Solver: SRFPimpleFoam Description
srfPimpleFoam is a pressure-based solver designed for transient simulations of incompressible flow. It handles laminar and turbulent, single-phase flows under isothermal conditions, accommodating both Newtonian and non-Newtonian fluids within a Single Rotating Frame (SRF). It is an adaptation of the pimpleFoam solver, distinguished primarily by its ability to model fluid flow within a rotating reference frame.
SRF is a technique employed for simulating rotating machinery, such as fans, compressors, or turbines, within a fixed simulation domain. This method simplifies the simulation process by eliminating the need to physically rotate the mesh, thus conserving computational resources and time. In this approach, rotational effects are incorporated through boundary conditions and source terms in the governing equations, introducing two additional forces: the Coriolis force and the centrifugal force.
The solver uses the PIMPLE (merged PISO-SIMPLE) algorithm for pressure-momentum coupling. This algorithm leverages the strengths of both PISO and SIMPLE methods for pressure-velocity coupling, ensuring robustness in handling transient flows with large time steps. This approach is supplemented by under-relaxation techniques to secure convergence stability. It supports both Multiple Reference Frames (MRF) and porosity modeling and allows easy integration of passive scalar transport equations and source terms.
srfPimpleFoam proves particularly beneficial for simulations in which the unsteady behavior of fluid is important.

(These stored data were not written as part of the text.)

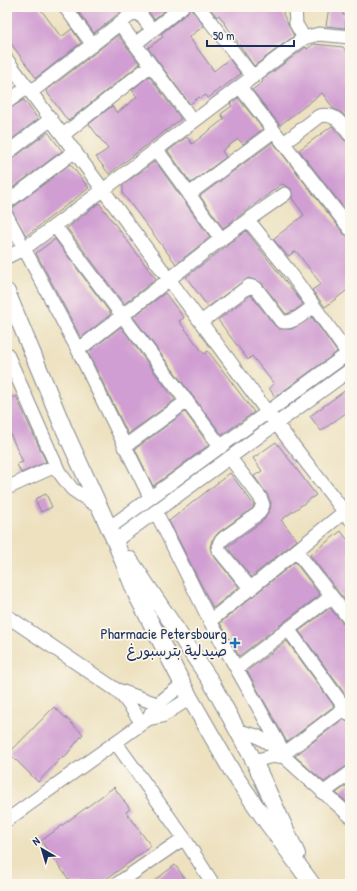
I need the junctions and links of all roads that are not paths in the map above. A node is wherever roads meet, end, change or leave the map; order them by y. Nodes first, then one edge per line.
1 (65, 7) edge
2 (182, 7) edge
3 (199, 7) edge
4 (294, 7) edge
5 (136, 9) edge
6 (120, 24) junction
7 (152, 30) junction
8 (350, 37) edge
9 (304, 38) junction
10 (135, 44) junction
11 (93, 45) junction
12 (7, 60) edge
13 (151, 65) junction
14 (253, 77) junction
15 (240, 87) junction
16 (29, 90) junction
17 (7, 102) edge
18 (51, 119) junction
19 (193, 121) junction
20 (274, 131) junction
21 (62, 135) junction
22 (350, 135) edge
23 (284, 143) junction
24 (157, 150) junction
25 (75, 151) junction
26 (7, 153) edge
27 (103, 190) junction
28 (188, 194) junction
29 (284, 194) dead end
30 (7, 202) edge
31 (7, 216) edge
32 (248, 220) junction
33 (55, 226) junction
34 (350, 229) edge
35 (221, 239) junction
36 (25, 248) junction
37 (7, 257) edge
38 (169, 280) junction
39 (7, 292) edge
40 (314, 306) junction
41 (123, 315) junction
42 (201, 322) junction
43 (78, 350) junction
44 (349, 353) edge
45 (7, 354) edge
46 (350, 370) edge
47 (188, 401) junction
48 (268, 414) junction
49 (277, 424) junction
50 (124, 447) junction
51 (221, 447) junction
52 (230, 458) junction
53 (55, 466) junction
54 (7, 488) edge
55 (150, 497) junction
56 (100, 508) junction
57 (156, 512) junction
58 (347, 516) edge
59 (112, 534) junction
60 (297, 552) junction
61 (251, 590) junction
62 (331, 597) junction
63 (7, 616) edge
64 (350, 620) edge
65 (210, 621) junction
66 (288, 629) junction
67 (237, 668) junction
68 (205, 671) junction
69 (185, 688) junction
70 (115, 689) junction
71 (157, 704) junction
72 (348, 709) edge
73 (145, 721) junction
74 (239, 731) junction
75 (116, 743) junction
76 (283, 754) junction
77 (254, 761) junction
78 (350, 772) edge
79 (233, 773) junction
80 (323, 793) junction
81 (350, 816) edge
82 (7, 820) edge
83 (184, 838) junction
84 (308, 878) edge
85 (117, 884) edge
86 (213, 884) edge

1 - 11 street
2 - 7 street
3 - 14 street
4 - 9 street
5 - 6 street
5 - 7 street
6 - 10 street
6 - 11 street
7 - 10 street
8 - 9 street
9 - 14 street
10 - 13 street
11 - 16 street
12 - 16 street
13 - 19 street
13 - 21 street
14 - 15 street
15 - 19 street
15 - 20 street
16 - 17 street
16 - 18 street
18 - 21 street
18 - 26 street
19 - 24 street
20 - 23 street
20 - 28 street
21 - 25 street
22 - 23 street
23 - 34 street
24 - 27 street
24 - 28 street
25 - 27 street
25 - 30 street
27 - 33 street
27 - 38 street
28 - 35 street
29 - 32 street
31 - 36 street
32 - 35 street
32 - 40 street
33 - 36 street
33 - 41 street
35 - 38 street
36 - 37 street
36 - 43 street
38 - 41 street
38 - 42 street
39 - 56 main road
40 - 42 street
40 - 44 street
41 - 43 street
41 - 47 street
42 - 48 street
43 - 50 street
44 - 48 street
45 - 53 street
46 - 49 street
47 - 50 street
47 - 51 street
48 - 49 street
48 - 51 street
49 - 52 street
49 - 58 street
50 - 55 street
51 - 55 street
52 - 57 street
52 - 61 street
53 - 54 street
53 - 56 street
55 - 59 street
56 - 59 main road
57 - 59 street
57 - 65 street
58 - 60 street
59 - 68 main road
59 - 69 main road
60 - 61 street
60 - 62 street
61 - 65 street
62 - 64 street
62 - 66 street
63 - 70 street
65 - 67 street
66 - 67 street
66 - 72 street
67 - 76 street
68 - 69 main road
68 - 74 main road
69 - 71 street
69 - 73 street
69 - 79 main road
70 - 71 street
70 - 73 street
71 - 73 street
72 - 76 street
73 - 75 street
74 - 76 street
74 - 77 main road
75 - 82 street
75 - 83 street
76 - 77 street
76 - 80 street
77 - 79 main road
77 - 84 main road
78 - 80 street
79 - 84 main road
80 - 81 street
83 - 85 street
83 - 86 street

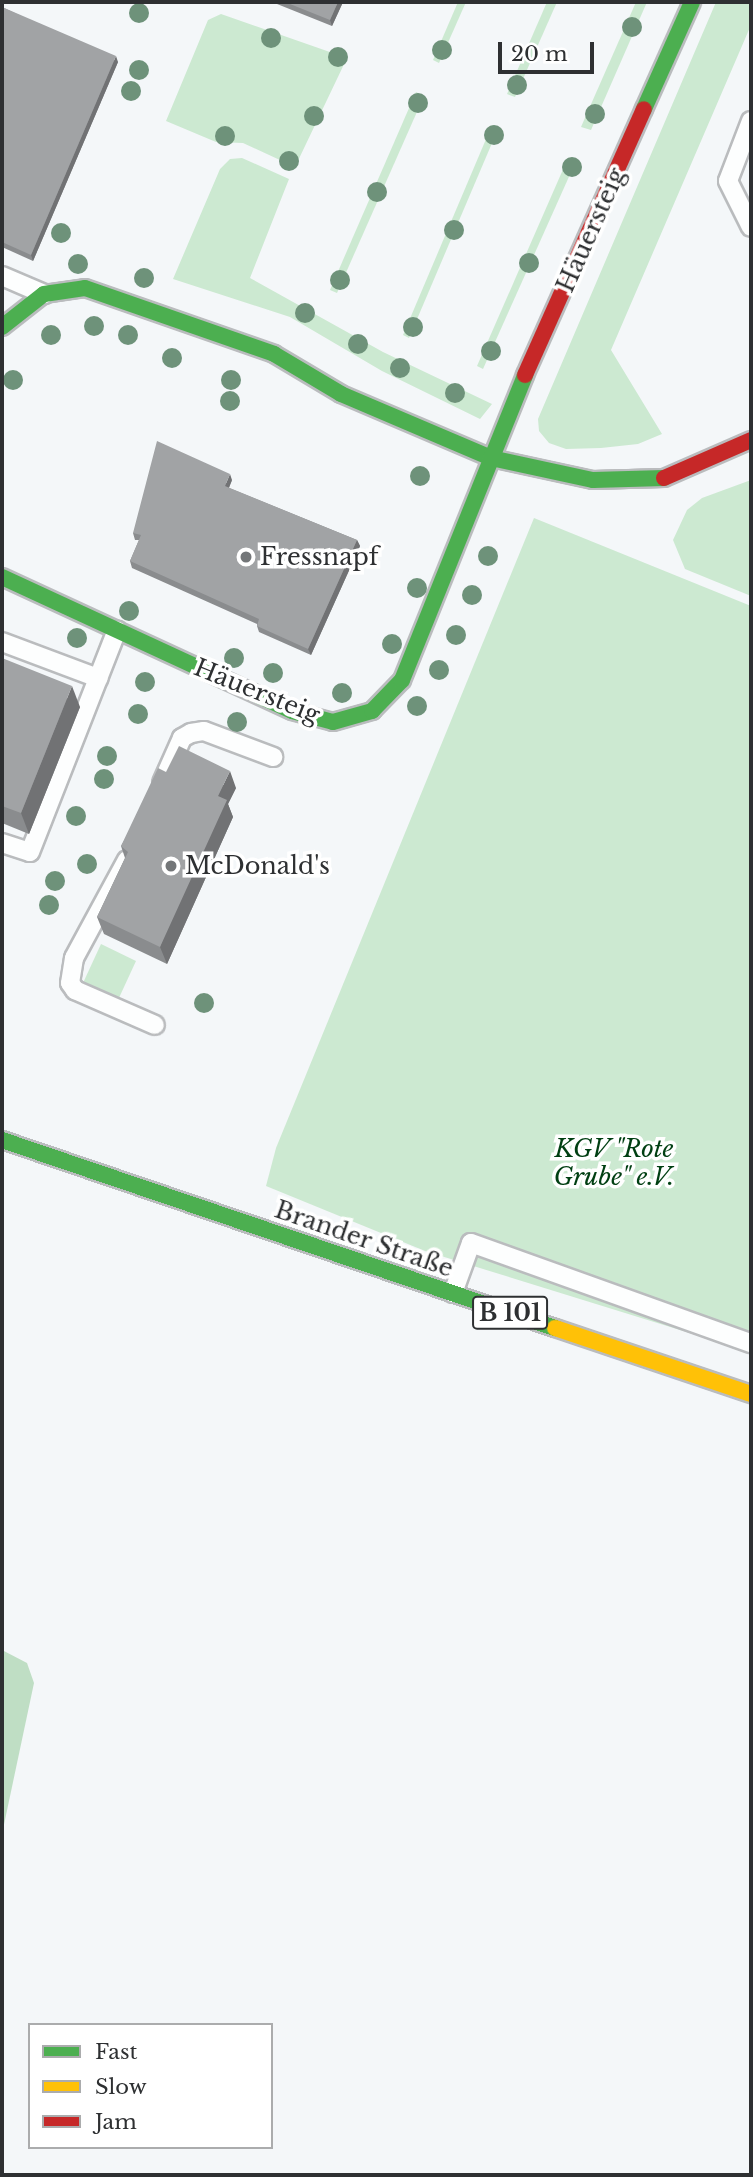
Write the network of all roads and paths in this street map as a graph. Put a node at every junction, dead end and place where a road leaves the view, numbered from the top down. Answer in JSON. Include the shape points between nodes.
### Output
{"nodes":[{"id":1,"x":692,"y":2,"type":"edge"},
{"id":2,"x":751,"y":121,"type":"edge"},
{"id":3,"x":751,"y":227,"type":"edge"},
{"id":4,"x":2,"y":276,"type":"edge"},
{"id":5,"x":44,"y":294,"type":"junction"},
{"id":6,"x":2,"y":327,"type":"edge"},
{"id":7,"x":751,"y":440,"type":"edge"},
{"id":8,"x":491,"y":458,"type":"junction"},
{"id":9,"x":2,"y":577,"type":"edge"},
{"id":10,"x":117,"y":630,"type":"junction"},
{"id":11,"x":2,"y":642,"type":"edge"},
{"id":12,"x":98,"y":678,"type":"junction"},
{"id":13,"x":273,"y":757,"type":"dead end"},
{"id":14,"x":38,"y":765,"type":"edge"},
{"id":15,"x":60,"y":774,"type":"junction"},
{"id":16,"x":155,"y":799,"type":"edge"},
{"id":17,"x":2,"y":843,"type":"edge"},
{"id":18,"x":132,"y":848,"type":"edge"},
{"id":19,"x":155,"y":1026,"type":"dead end"},
{"id":20,"x":2,"y":1140,"type":"edge"},
{"id":21,"x":453,"y":1293,"type":"junction"},
{"id":22,"x":751,"y":1343,"type":"edge"},
{"id":23,"x":751,"y":1394,"type":"edge"}],
"edges":[{"from":1,"to":8,"type":"street","name":"Häuersteig"},
{"from":2,"to":3,"type":"lane","via":[[728,181]]},
{"from":4,"to":5,"type":"lane"},
{"from":5,"to":6,"type":"street"},
{"from":5,"to":8,"type":"street","via":[[85,288],[135,303],[274,354],[341,394]]},
{"from":7,"to":8,"type":"street","via":[[664,478],[593,480]]},
{"from":8,"to":10,"type":"street","name":"Häuersteig","via":[[402,680],[372,710],[333,722],[292,711]]},
{"from":9,"to":10,"type":"street","name":"Häuersteig"},
{"from":10,"to":12,"type":"lane"},
{"from":11,"to":12,"type":"lane"},
{"from":12,"to":15,"type":"lane"},
{"from":13,"to":16,"type":"lane","via":[[204,731],[191,733],[183,738]]},
{"from":14,"to":15,"type":"lane"},
{"from":15,"to":17,"type":"lane","via":[[30,852]]},
{"from":18,"to":19,"type":"lane","via":[[74,958],[70,983],[75,990]]},
{"from":20,"to":21,"type":"street","name":"Brander Straße","number":"B 101"},
{"from":21,"to":22,"type":"lane","via":[[471,1243]]},
{"from":21,"to":23,"type":"street","name":"Brander Straße","number":"B 101"}]}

Its application is prevalent in the design and analysis of HVAC systems, turbo-machinery, and other rotating equipment, making it a valuable tool in these fields.

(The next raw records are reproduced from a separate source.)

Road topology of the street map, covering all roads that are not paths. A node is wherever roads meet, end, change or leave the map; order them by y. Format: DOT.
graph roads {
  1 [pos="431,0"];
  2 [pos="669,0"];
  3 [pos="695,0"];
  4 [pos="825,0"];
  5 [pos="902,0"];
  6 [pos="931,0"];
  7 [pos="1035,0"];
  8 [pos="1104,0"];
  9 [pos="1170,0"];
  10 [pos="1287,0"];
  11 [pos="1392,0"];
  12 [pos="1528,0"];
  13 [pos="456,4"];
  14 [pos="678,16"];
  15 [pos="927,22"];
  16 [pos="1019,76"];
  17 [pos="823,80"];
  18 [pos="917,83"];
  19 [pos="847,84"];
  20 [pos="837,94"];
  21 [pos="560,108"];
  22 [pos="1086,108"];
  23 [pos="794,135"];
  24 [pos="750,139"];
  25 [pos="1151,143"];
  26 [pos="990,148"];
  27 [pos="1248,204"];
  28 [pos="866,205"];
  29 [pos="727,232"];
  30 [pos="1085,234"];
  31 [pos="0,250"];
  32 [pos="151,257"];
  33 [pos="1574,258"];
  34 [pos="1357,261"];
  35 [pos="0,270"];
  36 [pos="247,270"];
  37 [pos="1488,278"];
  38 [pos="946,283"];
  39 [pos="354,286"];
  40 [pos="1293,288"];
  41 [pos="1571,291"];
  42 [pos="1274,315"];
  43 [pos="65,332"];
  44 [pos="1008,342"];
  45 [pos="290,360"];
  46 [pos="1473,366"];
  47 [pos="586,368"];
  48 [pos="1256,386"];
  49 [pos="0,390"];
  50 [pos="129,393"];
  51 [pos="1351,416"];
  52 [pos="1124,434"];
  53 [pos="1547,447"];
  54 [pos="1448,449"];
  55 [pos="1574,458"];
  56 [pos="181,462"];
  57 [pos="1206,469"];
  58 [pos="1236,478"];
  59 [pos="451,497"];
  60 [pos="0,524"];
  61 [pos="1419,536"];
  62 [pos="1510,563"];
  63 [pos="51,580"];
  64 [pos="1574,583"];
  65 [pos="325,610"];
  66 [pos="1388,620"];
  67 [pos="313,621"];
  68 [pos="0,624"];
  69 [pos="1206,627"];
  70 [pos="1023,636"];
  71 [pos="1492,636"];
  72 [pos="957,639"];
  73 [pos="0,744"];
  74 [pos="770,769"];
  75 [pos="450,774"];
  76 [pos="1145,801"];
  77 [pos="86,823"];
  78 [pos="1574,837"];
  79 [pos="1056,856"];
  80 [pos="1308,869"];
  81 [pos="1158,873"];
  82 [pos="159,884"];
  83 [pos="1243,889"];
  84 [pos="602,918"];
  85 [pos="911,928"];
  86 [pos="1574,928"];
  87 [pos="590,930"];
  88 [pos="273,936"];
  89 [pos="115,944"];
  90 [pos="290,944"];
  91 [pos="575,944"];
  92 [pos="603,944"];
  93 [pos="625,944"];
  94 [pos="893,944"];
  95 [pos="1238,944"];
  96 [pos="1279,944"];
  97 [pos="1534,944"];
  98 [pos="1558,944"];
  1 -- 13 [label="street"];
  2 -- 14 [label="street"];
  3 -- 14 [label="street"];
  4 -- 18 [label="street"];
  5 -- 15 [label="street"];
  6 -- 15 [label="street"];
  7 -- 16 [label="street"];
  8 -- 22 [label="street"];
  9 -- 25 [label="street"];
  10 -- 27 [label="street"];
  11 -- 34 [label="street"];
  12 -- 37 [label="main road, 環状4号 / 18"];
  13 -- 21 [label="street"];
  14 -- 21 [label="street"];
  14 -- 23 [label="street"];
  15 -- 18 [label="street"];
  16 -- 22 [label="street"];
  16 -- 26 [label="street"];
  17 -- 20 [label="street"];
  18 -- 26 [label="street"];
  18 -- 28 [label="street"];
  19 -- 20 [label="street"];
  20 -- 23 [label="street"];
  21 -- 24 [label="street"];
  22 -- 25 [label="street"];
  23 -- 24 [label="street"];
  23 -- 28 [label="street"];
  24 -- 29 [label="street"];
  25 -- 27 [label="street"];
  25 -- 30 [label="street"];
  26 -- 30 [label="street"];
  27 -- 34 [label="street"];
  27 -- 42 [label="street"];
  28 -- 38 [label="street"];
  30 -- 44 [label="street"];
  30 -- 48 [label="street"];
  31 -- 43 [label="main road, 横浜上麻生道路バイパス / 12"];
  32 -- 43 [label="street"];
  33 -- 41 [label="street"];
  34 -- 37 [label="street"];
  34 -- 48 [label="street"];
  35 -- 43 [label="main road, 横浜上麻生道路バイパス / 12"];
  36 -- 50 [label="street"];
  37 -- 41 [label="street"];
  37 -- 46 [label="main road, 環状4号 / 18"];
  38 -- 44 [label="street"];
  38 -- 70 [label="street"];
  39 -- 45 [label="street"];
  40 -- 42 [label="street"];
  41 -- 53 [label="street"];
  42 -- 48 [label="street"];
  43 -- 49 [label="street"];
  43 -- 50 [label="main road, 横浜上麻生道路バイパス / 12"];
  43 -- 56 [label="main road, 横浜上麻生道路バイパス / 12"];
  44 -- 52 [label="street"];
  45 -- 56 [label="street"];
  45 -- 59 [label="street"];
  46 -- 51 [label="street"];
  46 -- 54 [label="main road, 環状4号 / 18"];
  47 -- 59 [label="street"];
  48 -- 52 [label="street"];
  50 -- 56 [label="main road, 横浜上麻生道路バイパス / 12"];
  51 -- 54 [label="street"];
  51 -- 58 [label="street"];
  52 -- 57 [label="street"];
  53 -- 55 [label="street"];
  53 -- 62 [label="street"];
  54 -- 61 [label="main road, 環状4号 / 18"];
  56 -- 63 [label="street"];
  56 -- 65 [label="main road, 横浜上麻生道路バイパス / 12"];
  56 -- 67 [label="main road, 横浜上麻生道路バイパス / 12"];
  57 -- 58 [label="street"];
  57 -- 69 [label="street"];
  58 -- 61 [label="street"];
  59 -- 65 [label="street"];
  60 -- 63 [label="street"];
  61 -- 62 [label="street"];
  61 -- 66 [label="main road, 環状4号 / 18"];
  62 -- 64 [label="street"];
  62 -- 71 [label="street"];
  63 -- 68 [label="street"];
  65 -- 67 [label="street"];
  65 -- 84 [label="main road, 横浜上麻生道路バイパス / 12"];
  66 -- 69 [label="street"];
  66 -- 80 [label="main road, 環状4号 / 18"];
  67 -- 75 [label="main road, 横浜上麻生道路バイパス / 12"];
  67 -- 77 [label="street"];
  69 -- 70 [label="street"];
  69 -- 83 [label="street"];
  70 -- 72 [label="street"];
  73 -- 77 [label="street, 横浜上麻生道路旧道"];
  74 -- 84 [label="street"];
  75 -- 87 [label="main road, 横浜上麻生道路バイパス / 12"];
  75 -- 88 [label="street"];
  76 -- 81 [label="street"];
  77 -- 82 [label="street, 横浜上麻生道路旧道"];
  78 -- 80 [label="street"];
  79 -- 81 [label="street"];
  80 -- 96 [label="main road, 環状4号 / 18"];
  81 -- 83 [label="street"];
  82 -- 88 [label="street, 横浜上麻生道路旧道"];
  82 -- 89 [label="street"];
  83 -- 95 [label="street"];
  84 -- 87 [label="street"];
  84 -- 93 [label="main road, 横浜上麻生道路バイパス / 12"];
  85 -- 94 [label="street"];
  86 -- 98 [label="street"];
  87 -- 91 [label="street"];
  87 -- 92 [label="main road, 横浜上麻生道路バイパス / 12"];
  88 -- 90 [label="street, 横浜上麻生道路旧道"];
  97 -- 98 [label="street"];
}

Solver: SRFPimpleFoam Features
- Transient
- Incompressible
- Single-Phase
- Low-Speed Flows
- PIMPLE Algorithm
- Subsonic Flow (Ma < 0.3)
- Single Rotating Frame (SRF)
- Laminar and Turbulent (RANS, LES, DES)
- Newtonian and Non-Newtonian Fluid
- Pressure-Based Solver
- Rotating Objects:
- Passive Scalar
- Porosity Modeling
- Source Term (explicit/implicit)
- Solution Limiters:
- Velocity Damping
Solver: SRFPimpleFoam Application
HVAC Industry
- Fans and Blowers
Turbomachinery
- Blade Shape Optimization
- Centrifugal Pumps
- Fans
- Mixing Tanks
Wind Turbines
- Airflow around Rotating Blades
Solver: SRFPimpleFoam Incompressible Solvers Comparison
Incompressible Solvers In this group, we have included single-phase, pressure-based solvers for low-speed flows with negligible variations in density, applicable for external and internal aerodynamics (Ma < 0.3) and hydrodynamics. These solvers use incompressibility features for stability and robustness.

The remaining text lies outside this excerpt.